The right side of the lower half has a nice pretty row of SATA III ports. AMD is the only company that has a full SATA III SB on the market. This is great news if you A. have all SATA III HDDs, or B. you are willing to foot the bill for SATA III SSDs. But when you consider the cost savings, the second option could be viable.
The ports on the Crosshair IV Formula are roughly what you would expect from a modern ATX style board with a few exceptions (and one ASUS Only). There is a new trend to put the BIOS reset button on the I/O panel; this is a nice idea and will save you a ton of time, again if you are overclocking with this built into a case. If you are testing on a bench (like we did) then it is nice, but not a show stopper.

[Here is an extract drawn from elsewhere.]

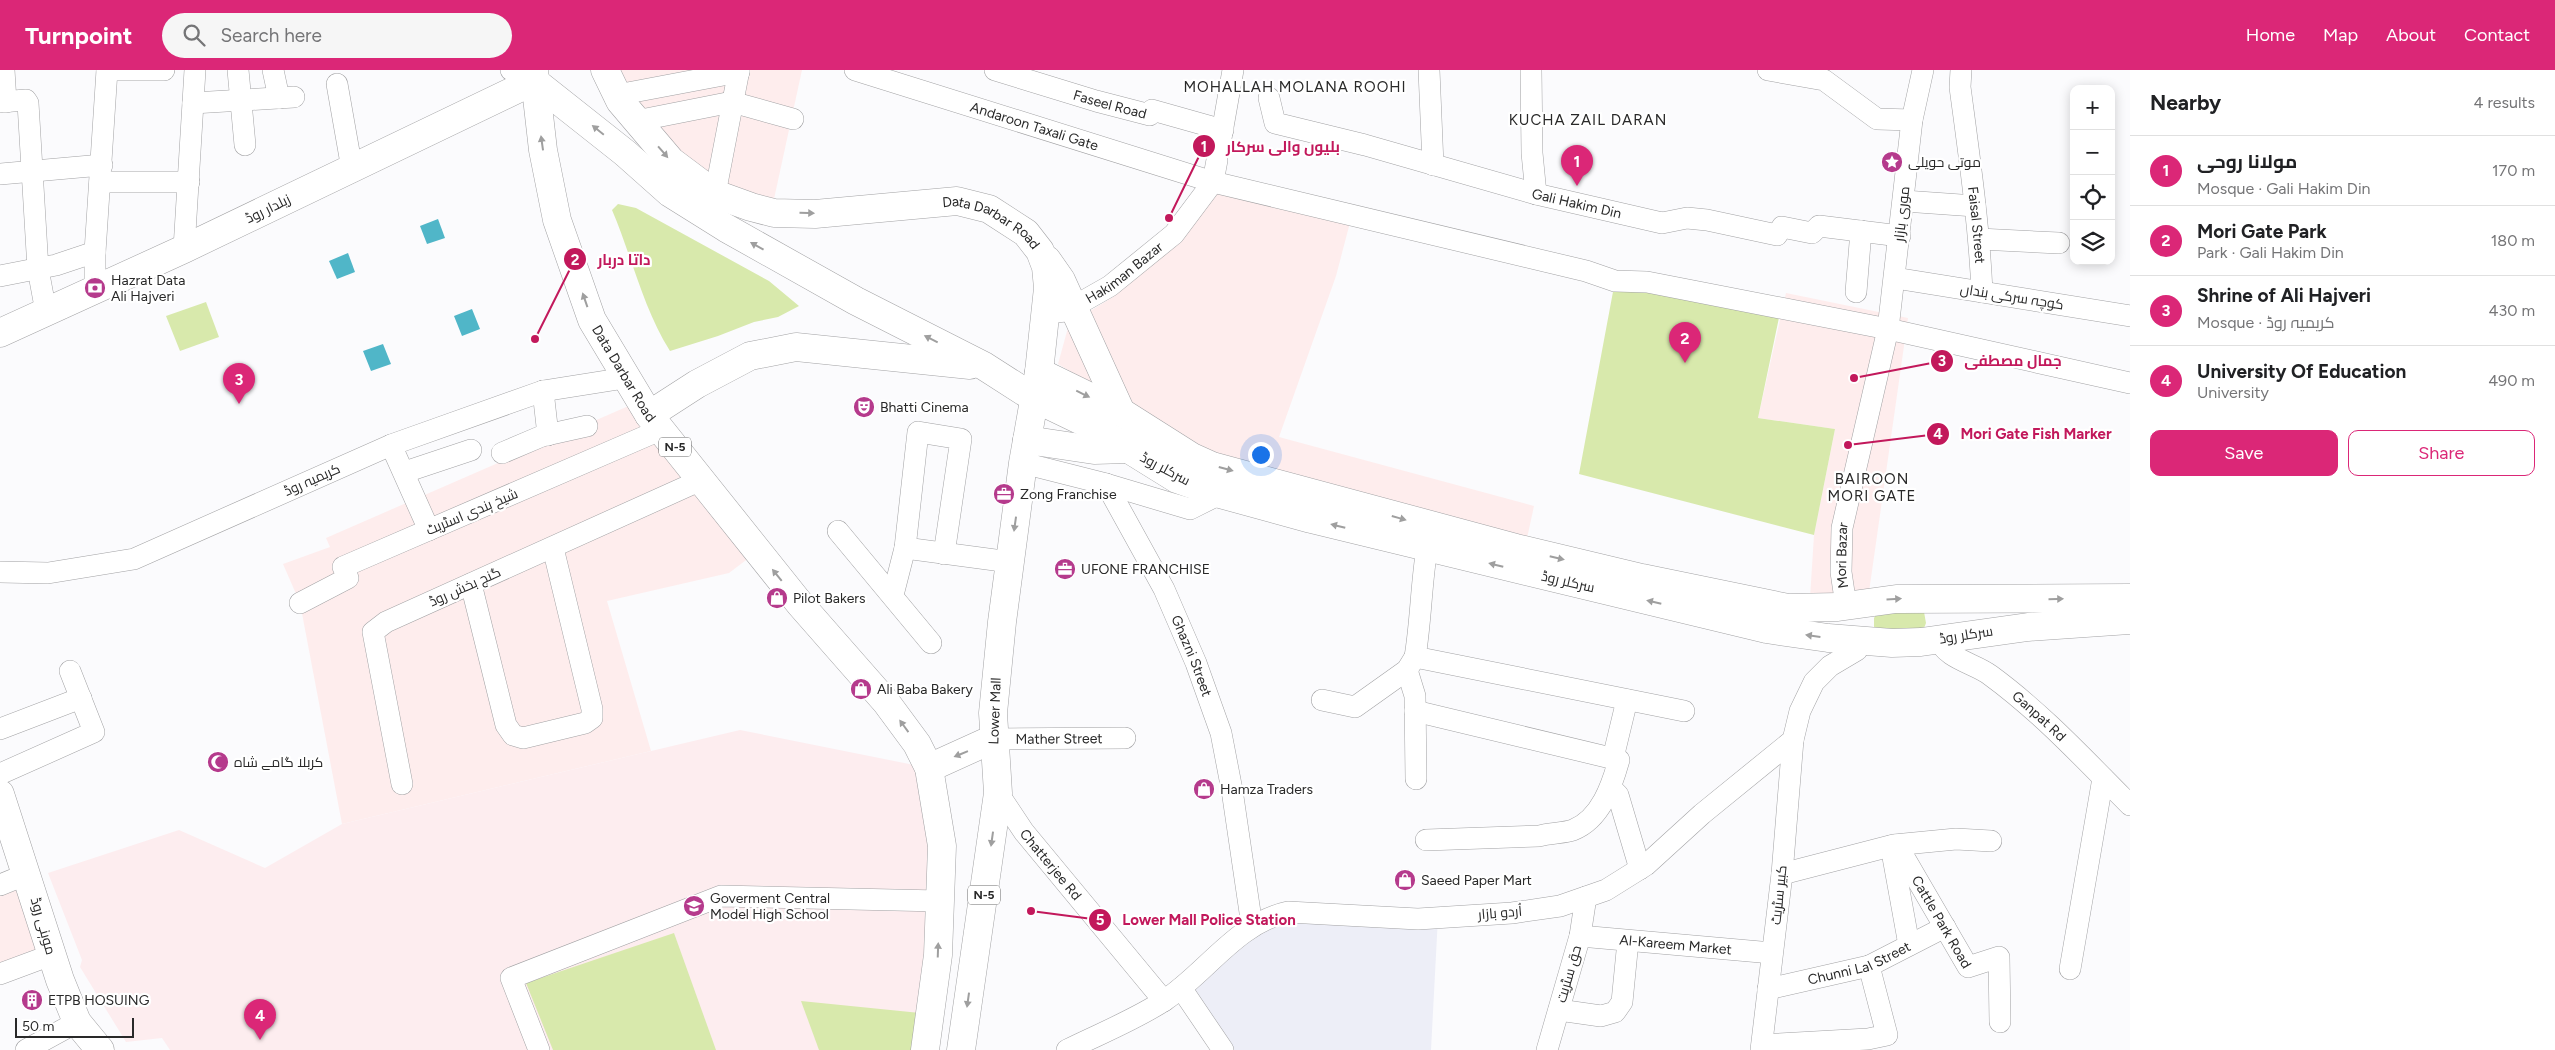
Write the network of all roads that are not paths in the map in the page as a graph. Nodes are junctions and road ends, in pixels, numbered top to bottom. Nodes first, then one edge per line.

The one item that I have come to love on the ASUS ROG boards is the ROG connect. This nice little feature is represented by the vertical USB port (it will be horizontal in a case). Here you connect another PC to overclock your AMD CPU and Motherboard.
One item that we also have to touch on is the inclusion of a Creative Labs Sound Blaster X-Fi audio codec. This will add some very high quality audio to your gaming as well as (in a very small way) reduce some of the CPU overhead found with many other audio CODECs.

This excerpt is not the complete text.